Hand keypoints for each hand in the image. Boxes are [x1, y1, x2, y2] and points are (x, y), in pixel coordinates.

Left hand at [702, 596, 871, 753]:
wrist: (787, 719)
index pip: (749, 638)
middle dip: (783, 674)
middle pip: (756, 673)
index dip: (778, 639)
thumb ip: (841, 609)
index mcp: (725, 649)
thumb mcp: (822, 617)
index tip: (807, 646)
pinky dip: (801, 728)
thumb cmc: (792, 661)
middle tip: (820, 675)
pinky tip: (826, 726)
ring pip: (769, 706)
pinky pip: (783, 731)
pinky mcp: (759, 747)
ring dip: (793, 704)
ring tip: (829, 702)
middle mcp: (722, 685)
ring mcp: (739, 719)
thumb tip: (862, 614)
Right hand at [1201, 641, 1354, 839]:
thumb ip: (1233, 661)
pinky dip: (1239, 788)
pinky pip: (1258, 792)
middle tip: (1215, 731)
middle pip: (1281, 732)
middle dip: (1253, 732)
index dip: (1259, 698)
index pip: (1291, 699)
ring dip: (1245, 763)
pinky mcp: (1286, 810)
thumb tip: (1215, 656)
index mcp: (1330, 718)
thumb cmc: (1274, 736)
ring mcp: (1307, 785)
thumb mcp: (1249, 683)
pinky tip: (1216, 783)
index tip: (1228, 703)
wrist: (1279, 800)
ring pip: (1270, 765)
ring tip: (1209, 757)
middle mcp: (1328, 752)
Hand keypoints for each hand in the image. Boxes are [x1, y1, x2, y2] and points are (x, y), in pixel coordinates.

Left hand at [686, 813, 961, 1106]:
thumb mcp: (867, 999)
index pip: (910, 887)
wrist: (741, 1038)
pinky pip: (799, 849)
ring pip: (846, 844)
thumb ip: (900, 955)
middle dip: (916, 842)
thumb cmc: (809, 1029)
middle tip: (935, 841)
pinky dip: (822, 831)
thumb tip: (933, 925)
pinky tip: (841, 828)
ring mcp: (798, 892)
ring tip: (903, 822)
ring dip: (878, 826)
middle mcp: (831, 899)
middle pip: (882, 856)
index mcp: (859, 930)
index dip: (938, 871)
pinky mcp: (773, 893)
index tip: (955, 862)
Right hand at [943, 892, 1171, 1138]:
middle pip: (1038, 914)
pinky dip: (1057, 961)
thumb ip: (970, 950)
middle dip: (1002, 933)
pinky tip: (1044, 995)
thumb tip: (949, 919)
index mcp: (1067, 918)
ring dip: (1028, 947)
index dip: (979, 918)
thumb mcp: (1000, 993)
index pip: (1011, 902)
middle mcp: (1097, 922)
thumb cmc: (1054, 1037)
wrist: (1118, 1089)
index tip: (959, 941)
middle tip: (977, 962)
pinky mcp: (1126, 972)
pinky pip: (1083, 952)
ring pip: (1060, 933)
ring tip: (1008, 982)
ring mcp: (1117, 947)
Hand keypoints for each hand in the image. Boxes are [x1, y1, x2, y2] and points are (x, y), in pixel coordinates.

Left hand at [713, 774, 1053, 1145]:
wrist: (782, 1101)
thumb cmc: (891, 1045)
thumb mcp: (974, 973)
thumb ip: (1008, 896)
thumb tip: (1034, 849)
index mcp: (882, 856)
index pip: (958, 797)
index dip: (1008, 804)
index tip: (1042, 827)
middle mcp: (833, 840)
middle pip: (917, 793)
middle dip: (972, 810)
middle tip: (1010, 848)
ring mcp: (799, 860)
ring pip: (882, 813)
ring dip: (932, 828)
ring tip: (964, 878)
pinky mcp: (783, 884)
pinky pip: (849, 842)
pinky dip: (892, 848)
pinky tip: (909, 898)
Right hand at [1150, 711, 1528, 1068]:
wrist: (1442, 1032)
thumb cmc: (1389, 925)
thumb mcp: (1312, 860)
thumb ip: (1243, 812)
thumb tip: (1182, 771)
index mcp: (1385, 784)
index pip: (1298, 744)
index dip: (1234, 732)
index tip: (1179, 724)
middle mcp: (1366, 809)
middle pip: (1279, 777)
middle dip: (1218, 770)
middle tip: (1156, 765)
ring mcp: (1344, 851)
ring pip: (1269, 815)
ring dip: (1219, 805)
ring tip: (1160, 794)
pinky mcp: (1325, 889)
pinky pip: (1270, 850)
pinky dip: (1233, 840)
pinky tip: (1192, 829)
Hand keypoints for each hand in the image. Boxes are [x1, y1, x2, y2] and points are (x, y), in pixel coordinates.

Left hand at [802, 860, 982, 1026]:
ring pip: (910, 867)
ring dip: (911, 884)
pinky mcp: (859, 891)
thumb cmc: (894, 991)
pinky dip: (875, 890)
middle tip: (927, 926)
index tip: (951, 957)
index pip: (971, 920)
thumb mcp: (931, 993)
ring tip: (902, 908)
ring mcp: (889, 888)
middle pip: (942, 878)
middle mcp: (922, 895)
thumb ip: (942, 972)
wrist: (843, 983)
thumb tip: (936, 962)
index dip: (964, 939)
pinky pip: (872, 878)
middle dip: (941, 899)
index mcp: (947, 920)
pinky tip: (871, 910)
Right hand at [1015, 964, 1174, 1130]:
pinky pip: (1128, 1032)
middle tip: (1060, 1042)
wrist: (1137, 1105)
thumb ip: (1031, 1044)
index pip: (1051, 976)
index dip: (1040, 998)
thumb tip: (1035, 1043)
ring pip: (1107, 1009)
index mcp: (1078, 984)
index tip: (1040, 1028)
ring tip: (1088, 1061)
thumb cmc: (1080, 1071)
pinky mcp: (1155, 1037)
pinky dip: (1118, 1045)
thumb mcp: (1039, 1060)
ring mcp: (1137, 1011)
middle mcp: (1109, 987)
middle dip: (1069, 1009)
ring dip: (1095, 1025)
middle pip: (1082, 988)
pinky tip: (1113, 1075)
****************************************
• What the task requires: Lines from the top of the data above through the line containing "pinky dip: (1239, 788)" must be repeated exactly. All other lines stay out.

• Response:
Hand keypoints for each hand in the image. Boxes are [x1, y1, x2, y2] and points are (x, y), in pixel coordinates.

Left hand at [702, 596, 871, 753]:
wrist: (787, 719)
index pip: (749, 638)
middle dip: (783, 674)
middle pip: (756, 673)
index dip: (778, 639)
thumb ip: (841, 609)
index mcp: (725, 649)
thumb mcp: (822, 617)
index tip: (807, 646)
pinky dip: (801, 728)
thumb cmc: (792, 661)
middle tip: (820, 675)
pinky tip: (826, 726)
ring pip: (769, 706)
pinky pip: (783, 731)
pinky mcp: (759, 747)
ring dip: (793, 704)
ring tip: (829, 702)
middle mcp: (722, 685)
ring mcp: (739, 719)
thumb tip: (862, 614)
Right hand at [1201, 641, 1354, 839]:
thumb ip: (1233, 661)
pinky dip: (1239, 788)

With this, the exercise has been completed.